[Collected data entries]

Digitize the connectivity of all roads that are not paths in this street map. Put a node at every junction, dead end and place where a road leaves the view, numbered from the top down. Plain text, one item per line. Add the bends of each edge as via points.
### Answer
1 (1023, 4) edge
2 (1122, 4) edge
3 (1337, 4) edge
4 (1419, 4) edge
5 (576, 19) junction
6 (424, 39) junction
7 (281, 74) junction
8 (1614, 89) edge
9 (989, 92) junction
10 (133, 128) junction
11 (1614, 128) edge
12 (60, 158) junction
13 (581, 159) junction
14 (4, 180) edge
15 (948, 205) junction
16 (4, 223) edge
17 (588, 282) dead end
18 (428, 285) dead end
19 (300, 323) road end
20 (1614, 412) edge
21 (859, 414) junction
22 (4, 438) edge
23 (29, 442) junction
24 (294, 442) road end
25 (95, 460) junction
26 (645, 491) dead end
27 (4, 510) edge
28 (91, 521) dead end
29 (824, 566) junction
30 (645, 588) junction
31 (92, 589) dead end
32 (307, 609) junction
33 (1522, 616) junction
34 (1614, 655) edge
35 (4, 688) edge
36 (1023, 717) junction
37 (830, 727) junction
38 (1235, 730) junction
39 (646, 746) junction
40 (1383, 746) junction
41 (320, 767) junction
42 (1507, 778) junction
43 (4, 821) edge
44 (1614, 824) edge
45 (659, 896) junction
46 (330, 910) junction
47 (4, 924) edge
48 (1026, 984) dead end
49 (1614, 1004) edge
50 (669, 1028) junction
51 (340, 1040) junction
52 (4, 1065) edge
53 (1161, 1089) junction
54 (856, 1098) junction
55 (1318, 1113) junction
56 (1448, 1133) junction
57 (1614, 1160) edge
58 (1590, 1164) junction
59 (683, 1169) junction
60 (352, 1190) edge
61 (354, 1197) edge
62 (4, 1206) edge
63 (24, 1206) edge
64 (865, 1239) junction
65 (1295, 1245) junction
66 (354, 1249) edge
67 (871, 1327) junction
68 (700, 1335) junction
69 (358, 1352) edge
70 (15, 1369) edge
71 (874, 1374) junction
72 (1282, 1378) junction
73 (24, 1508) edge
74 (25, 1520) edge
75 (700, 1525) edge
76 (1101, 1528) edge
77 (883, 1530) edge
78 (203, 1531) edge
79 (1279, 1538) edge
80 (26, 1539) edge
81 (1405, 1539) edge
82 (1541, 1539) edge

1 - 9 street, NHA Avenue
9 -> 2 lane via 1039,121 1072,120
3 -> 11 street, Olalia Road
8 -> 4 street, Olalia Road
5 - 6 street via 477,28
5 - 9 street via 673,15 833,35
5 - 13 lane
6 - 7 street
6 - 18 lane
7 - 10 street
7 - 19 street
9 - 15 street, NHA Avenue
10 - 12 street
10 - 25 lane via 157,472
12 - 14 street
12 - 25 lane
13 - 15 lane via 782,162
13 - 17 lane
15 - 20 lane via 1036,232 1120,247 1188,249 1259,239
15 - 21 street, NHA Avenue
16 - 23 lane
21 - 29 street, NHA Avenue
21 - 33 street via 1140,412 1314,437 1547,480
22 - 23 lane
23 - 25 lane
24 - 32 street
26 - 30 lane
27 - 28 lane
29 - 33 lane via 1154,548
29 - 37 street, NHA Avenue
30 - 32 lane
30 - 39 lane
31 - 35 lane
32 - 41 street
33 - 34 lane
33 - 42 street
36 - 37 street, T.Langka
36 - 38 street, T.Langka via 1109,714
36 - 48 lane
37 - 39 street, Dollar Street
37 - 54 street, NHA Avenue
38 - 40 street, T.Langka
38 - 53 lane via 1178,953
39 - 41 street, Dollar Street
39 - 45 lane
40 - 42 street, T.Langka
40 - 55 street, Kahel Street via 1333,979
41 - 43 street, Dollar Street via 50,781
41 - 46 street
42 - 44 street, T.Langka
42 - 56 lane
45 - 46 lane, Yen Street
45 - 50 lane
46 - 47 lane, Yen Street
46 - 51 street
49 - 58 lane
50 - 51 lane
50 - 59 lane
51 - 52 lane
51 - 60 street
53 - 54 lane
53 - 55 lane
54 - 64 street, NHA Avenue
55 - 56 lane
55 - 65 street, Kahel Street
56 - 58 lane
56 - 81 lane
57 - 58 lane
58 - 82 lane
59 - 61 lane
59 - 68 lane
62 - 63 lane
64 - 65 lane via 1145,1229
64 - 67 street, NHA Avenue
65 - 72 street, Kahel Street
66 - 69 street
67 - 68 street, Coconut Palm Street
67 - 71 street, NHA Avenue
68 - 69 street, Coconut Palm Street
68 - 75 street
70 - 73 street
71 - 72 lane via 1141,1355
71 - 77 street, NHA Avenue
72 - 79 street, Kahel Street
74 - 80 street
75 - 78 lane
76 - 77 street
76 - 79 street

** WORK INSTRUCTION **
Each entry above is to be copied out exactly as written.

** OUTPUT BELOW **
Digitize the connectivity of all roads that are not paths in this street map. Put a node at every junction, dead end and place where a road leaves the view, numbered from the top down. Plain text, one item per line. Add the bends of each edge as via points.
### Answer
1 (1023, 4) edge
2 (1122, 4) edge
3 (1337, 4) edge
4 (1419, 4) edge
5 (576, 19) junction
6 (424, 39) junction
7 (281, 74) junction
8 (1614, 89) edge
9 (989, 92) junction
10 (133, 128) junction
11 (1614, 128) edge
12 (60, 158) junction
13 (581, 159) junction
14 (4, 180) edge
15 (948, 205) junction
16 (4, 223) edge
17 (588, 282) dead end
18 (428, 285) dead end
19 (300, 323) road end
20 (1614, 412) edge
21 (859, 414) junction
22 (4, 438) edge
23 (29, 442) junction
24 (294, 442) road end
25 (95, 460) junction
26 (645, 491) dead end
27 (4, 510) edge
28 (91, 521) dead end
29 (824, 566) junction
30 (645, 588) junction
31 (92, 589) dead end
32 (307, 609) junction
33 (1522, 616) junction
34 (1614, 655) edge
35 (4, 688) edge
36 (1023, 717) junction
37 (830, 727) junction
38 (1235, 730) junction
39 (646, 746) junction
40 (1383, 746) junction
41 (320, 767) junction
42 (1507, 778) junction
43 (4, 821) edge
44 (1614, 824) edge
45 (659, 896) junction
46 (330, 910) junction
47 (4, 924) edge
48 (1026, 984) dead end
49 (1614, 1004) edge
50 (669, 1028) junction
51 (340, 1040) junction
52 (4, 1065) edge
53 (1161, 1089) junction
54 (856, 1098) junction
55 (1318, 1113) junction
56 (1448, 1133) junction
57 (1614, 1160) edge
58 (1590, 1164) junction
59 (683, 1169) junction
60 (352, 1190) edge
61 (354, 1197) edge
62 (4, 1206) edge
63 (24, 1206) edge
64 (865, 1239) junction
65 (1295, 1245) junction
66 (354, 1249) edge
67 (871, 1327) junction
68 (700, 1335) junction
69 (358, 1352) edge
70 (15, 1369) edge
71 (874, 1374) junction
72 (1282, 1378) junction
73 (24, 1508) edge
74 (25, 1520) edge
75 (700, 1525) edge
76 (1101, 1528) edge
77 (883, 1530) edge
78 (203, 1531) edge
79 (1279, 1538) edge
80 (26, 1539) edge
81 (1405, 1539) edge
82 (1541, 1539) edge

1 - 9 street, NHA Avenue
9 -> 2 lane via 1039,121 1072,120
3 -> 11 street, Olalia Road
8 -> 4 street, Olalia Road
5 - 6 street via 477,28
5 - 9 street via 673,15 833,35
5 - 13 lane
6 - 7 street
6 - 18 lane
7 - 10 street
7 - 19 street
9 - 15 street, NHA Avenue
10 - 12 street
10 - 25 lane via 157,472
12 - 14 street
12 - 25 lane
13 - 15 lane via 782,162
13 - 17 lane
15 - 20 lane via 1036,232 1120,247 1188,249 1259,239
15 - 21 street, NHA Avenue
16 - 23 lane
21 - 29 street, NHA Avenue
21 - 33 street via 1140,412 1314,437 1547,480
22 - 23 lane
23 - 25 lane
24 - 32 street
26 - 30 lane
27 - 28 lane
29 - 33 lane via 1154,548
29 - 37 street, NHA Avenue
30 - 32 lane
30 - 39 lane
31 - 35 lane
32 - 41 street
33 - 34 lane
33 - 42 street
36 - 37 street, T.Langka
36 - 38 street, T.Langka via 1109,714
36 - 48 lane
37 - 39 street, Dollar Street
37 - 54 street, NHA Avenue
38 - 40 street, T.Langka
38 - 53 lane via 1178,953
39 - 41 street, Dollar Street
39 - 45 lane
40 - 42 street, T.Langka
40 - 55 street, Kahel Street via 1333,979
41 - 43 street, Dollar Street via 50,781
41 - 46 street
42 - 44 street, T.Langka
42 - 56 lane
45 - 46 lane, Yen Street
45 - 50 lane
46 - 47 lane, Yen Street
46 - 51 street
49 - 58 lane
50 - 51 lane
50 - 59 lane
51 - 52 lane
51 - 60 street
53 - 54 lane
53 - 55 lane
54 - 64 street, NHA Avenue
55 - 56 lane
55 - 65 street, Kahel Street
56 - 58 lane
56 - 81 lane
57 - 58 lane
58 - 82 lane
59 - 61 lane
59 - 68 lane
62 - 63 lane
64 - 65 lane via 1145,1229
64 - 67 street, NHA Avenue
65 - 72 street, Kahel Street
66 - 69 street
67 - 68 street, Coconut Palm Street
67 - 71 street, NHA Avenue
68 - 69 street, Coconut Palm Street
68 - 75 street
70 - 73 street
71 - 72 lane via 1141,1355
71 - 77 street, NHA Avenue
72 - 79 street, Kahel Street
74 - 80 street
75 - 78 lane
76 - 77 street
76 - 79 street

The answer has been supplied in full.